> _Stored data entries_
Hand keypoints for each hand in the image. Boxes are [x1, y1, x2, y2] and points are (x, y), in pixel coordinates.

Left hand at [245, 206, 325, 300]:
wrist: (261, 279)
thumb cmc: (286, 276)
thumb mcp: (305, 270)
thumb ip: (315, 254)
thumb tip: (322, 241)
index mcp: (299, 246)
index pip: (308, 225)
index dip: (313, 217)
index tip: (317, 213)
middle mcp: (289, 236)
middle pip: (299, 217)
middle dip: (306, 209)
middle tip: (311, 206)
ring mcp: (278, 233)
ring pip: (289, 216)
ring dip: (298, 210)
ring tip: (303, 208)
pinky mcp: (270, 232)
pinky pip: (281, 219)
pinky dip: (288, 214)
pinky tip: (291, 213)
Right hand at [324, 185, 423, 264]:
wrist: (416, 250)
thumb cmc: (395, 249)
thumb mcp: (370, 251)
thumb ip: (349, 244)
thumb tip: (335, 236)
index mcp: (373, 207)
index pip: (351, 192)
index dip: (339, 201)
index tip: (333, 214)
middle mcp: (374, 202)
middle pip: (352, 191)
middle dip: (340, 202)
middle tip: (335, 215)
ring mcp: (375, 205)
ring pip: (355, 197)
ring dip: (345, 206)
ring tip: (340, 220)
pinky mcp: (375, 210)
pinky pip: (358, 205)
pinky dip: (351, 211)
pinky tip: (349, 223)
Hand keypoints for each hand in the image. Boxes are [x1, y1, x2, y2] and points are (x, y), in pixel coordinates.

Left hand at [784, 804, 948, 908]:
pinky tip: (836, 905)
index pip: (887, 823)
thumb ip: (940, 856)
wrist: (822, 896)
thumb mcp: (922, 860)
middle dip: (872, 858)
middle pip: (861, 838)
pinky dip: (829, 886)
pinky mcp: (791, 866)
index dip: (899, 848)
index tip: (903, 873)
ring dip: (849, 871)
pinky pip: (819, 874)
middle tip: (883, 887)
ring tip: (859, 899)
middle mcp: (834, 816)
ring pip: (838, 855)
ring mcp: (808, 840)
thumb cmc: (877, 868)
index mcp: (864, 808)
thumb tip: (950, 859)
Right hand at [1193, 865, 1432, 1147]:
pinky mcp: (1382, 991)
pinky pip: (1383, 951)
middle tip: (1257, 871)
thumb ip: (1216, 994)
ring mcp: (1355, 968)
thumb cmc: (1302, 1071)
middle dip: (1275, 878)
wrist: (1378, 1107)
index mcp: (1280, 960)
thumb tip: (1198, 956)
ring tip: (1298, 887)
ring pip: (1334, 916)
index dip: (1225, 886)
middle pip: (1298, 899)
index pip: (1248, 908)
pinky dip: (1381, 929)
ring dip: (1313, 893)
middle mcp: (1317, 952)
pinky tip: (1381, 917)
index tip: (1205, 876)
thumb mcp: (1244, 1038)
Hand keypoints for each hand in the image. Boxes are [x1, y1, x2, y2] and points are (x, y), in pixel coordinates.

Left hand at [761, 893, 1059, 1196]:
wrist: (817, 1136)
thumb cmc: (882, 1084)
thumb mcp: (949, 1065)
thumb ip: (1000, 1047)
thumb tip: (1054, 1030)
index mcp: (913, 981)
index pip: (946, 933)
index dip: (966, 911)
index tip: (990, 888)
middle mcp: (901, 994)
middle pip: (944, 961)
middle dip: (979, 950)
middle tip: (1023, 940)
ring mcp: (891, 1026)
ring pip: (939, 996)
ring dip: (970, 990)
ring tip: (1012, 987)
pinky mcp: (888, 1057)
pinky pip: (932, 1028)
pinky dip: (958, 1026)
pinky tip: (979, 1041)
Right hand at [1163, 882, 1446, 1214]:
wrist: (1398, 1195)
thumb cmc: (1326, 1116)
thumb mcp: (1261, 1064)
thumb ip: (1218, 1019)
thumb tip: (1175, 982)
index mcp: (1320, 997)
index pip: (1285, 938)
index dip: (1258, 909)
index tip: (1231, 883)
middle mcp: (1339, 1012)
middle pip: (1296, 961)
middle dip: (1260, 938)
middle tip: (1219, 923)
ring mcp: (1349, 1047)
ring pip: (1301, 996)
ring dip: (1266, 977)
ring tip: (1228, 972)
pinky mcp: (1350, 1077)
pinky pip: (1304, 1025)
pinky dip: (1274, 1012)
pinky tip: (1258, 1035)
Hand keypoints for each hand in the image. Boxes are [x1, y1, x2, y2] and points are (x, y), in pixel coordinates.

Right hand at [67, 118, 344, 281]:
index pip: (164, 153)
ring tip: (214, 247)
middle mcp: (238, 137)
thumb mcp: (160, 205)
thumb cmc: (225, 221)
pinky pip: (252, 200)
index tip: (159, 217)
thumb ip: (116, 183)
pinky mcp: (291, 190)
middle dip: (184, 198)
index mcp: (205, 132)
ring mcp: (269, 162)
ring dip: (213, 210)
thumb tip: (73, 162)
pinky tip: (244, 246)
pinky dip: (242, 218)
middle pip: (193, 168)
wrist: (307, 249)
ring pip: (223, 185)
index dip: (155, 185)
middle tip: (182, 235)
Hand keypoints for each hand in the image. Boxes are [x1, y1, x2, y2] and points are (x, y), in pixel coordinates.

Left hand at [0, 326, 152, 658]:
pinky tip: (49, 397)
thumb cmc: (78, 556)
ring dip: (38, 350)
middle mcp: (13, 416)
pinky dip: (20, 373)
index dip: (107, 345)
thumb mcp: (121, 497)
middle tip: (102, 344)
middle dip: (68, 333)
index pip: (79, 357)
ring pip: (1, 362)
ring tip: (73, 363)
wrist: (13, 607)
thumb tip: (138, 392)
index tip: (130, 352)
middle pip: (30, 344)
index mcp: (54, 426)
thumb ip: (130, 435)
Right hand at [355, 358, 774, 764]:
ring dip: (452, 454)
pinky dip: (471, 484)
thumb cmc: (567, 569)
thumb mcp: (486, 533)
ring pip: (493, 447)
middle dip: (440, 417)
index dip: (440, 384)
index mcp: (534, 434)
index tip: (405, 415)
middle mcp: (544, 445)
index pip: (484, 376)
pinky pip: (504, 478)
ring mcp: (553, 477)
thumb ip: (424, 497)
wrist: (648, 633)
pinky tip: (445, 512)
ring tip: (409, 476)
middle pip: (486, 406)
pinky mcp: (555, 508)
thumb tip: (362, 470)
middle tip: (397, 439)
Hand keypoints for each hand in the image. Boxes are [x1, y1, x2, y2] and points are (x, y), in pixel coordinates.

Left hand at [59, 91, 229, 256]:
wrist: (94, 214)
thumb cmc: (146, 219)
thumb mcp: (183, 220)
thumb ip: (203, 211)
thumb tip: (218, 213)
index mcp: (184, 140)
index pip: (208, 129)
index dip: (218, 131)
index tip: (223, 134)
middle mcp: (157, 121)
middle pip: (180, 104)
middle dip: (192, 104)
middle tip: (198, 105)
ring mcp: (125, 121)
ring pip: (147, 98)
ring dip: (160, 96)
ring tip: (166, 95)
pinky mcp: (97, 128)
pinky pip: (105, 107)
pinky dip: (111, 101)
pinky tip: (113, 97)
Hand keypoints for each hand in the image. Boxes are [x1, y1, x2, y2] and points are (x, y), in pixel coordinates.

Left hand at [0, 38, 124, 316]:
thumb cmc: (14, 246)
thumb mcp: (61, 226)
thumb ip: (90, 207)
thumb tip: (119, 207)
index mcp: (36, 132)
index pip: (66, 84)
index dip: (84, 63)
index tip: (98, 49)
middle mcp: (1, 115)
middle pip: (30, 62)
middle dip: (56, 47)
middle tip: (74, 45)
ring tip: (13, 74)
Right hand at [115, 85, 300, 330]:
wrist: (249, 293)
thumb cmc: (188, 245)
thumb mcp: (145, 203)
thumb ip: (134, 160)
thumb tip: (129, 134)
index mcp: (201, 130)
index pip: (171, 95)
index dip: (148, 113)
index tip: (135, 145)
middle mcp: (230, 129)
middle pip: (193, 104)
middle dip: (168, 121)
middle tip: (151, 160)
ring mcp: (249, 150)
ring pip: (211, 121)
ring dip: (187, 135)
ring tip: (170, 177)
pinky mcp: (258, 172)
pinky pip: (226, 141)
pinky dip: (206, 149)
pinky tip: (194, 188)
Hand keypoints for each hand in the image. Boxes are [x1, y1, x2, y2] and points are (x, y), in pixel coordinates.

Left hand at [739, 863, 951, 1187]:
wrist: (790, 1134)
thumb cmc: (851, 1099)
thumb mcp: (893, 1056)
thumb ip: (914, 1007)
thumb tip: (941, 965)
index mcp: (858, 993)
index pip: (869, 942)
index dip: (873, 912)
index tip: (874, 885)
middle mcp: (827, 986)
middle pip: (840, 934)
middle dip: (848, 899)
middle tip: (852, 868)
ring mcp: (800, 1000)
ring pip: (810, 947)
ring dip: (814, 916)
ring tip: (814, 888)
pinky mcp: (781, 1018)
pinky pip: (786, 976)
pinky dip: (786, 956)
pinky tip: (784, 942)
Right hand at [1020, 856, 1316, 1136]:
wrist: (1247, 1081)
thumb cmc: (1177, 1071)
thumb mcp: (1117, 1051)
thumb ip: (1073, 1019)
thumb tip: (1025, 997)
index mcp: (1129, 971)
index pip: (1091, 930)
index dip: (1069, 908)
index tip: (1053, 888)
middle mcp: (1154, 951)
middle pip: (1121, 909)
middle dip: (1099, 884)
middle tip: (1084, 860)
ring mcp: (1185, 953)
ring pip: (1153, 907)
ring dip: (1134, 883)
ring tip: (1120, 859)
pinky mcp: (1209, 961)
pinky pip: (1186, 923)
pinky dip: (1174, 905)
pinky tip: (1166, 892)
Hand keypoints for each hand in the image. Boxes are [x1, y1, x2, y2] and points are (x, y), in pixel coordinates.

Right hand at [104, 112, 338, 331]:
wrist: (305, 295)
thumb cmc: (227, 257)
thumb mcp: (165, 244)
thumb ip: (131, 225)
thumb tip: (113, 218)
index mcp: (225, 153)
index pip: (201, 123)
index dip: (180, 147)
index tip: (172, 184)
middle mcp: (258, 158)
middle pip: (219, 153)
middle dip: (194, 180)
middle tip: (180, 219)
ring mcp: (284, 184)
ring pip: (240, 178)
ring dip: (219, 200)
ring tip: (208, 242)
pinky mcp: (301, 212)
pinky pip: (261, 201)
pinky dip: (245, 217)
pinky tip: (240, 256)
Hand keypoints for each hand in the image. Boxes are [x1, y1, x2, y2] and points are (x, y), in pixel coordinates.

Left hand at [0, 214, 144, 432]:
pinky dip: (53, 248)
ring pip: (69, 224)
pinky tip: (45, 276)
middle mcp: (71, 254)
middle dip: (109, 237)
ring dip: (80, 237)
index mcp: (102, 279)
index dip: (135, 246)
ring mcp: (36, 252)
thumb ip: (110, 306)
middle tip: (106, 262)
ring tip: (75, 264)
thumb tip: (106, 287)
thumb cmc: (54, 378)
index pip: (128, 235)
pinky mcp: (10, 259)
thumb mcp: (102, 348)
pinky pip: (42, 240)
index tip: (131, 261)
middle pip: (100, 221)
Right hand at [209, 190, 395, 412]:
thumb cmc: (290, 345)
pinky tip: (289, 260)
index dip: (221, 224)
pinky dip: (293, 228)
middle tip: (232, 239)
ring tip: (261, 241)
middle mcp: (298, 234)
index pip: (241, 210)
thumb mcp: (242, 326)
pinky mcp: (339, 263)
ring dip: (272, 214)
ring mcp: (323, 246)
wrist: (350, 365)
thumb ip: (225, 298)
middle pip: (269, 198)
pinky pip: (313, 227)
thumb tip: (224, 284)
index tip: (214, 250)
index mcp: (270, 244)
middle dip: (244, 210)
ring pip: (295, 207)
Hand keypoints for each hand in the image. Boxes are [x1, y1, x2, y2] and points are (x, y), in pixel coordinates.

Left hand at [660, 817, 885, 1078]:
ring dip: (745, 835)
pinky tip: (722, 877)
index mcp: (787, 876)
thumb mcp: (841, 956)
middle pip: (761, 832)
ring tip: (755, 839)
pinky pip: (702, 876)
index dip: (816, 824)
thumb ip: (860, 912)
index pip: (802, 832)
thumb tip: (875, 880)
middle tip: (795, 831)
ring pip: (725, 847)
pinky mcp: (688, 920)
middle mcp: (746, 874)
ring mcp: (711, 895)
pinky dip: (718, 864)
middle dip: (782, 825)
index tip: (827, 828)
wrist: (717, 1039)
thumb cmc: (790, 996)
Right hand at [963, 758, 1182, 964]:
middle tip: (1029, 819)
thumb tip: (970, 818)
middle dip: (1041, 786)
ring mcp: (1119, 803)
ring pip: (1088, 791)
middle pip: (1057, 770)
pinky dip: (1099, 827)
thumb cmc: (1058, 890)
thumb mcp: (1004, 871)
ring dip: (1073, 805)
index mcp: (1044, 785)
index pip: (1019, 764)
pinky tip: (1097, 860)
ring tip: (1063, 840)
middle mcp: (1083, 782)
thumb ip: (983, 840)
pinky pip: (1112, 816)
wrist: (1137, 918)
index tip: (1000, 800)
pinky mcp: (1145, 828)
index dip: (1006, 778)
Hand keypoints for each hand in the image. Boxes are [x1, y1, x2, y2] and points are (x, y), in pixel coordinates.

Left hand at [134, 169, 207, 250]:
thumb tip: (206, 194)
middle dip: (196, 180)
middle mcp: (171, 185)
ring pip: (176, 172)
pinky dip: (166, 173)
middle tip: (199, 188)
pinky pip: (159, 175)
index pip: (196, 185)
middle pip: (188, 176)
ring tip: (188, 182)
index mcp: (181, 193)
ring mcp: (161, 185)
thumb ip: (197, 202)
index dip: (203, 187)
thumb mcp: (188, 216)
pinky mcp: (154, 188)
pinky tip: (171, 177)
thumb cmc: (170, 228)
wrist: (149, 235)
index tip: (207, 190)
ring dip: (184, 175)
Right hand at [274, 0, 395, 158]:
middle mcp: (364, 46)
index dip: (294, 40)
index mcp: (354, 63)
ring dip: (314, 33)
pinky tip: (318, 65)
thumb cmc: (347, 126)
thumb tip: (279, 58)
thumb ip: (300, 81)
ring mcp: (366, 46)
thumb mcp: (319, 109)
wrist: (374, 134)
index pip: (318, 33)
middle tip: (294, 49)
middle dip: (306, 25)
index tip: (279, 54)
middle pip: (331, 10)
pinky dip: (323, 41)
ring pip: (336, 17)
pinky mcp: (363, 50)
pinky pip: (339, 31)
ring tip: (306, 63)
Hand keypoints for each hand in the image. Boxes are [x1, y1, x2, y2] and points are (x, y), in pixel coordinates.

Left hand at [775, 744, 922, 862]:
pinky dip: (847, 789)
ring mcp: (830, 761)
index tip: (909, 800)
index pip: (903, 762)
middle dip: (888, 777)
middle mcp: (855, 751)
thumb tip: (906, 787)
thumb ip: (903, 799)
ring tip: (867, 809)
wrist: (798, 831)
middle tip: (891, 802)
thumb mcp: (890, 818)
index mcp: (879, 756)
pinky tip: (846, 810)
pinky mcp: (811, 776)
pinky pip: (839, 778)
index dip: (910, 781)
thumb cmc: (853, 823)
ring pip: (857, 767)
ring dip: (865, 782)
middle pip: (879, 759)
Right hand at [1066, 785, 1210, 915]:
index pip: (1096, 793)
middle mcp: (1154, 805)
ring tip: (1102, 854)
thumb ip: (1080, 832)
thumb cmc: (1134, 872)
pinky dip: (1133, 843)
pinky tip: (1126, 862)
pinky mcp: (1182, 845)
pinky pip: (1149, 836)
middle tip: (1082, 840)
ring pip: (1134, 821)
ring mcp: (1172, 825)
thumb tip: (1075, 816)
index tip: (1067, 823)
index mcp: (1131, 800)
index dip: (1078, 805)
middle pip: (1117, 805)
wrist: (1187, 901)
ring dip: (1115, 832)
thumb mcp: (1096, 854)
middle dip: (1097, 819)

> _INSTRUCTIONS TO FOLLOW_
Among the entries above, locate the lines containing "index pip: (946, 933)" and "pinky mcp: (291, 190)", and transcribe exactly those two lines and all lines between.

> _SOLUTION FOR THIS PROBLEM_
index pip: (946, 933)
index dip: (966, 911)
index tip: (990, 888)
middle mcp: (901, 994)
middle pip: (944, 961)
middle dip: (979, 950)
middle tip: (1023, 940)
ring mcp: (891, 1026)
ring pip: (939, 996)
ring dip: (970, 990)
ring tip: (1012, 987)
pinky mcp: (888, 1057)
pinky pip: (932, 1028)
pinky dip: (958, 1026)
pinky tip: (979, 1041)
Right hand at [1163, 882, 1446, 1214]:
wrist: (1398, 1195)
thumb cmc: (1326, 1116)
thumb mcp: (1261, 1064)
thumb ip: (1218, 1019)
thumb tip: (1175, 982)
index mcp: (1320, 997)
index pip: (1285, 938)
index dip: (1258, 909)
index tip: (1231, 883)
middle mcp: (1339, 1012)
middle pip: (1296, 961)
middle dip: (1260, 938)
middle tip: (1219, 923)
ring mcp: (1349, 1047)
ring pip: (1301, 996)
ring dip: (1266, 977)
ring tip: (1228, 972)
pinky mcp: (1350, 1077)
pinky pip: (1304, 1025)
pinky dip: (1274, 1012)
pinky tip: (1258, 1035)
Hand keypoints for each hand in the image. Boxes are [x1, y1, x2, y2] and points are (x, y), in pixel coordinates.

Right hand at [67, 118, 344, 281]:
index pip: (164, 153)
ring tip: (214, 247)
middle mcp: (238, 137)
thumb mcp: (160, 205)
thumb cmc: (225, 221)
pinky pip: (252, 200)
index tip: (159, 217)
thumb ip: (116, 183)
pinky mcp: (291, 190)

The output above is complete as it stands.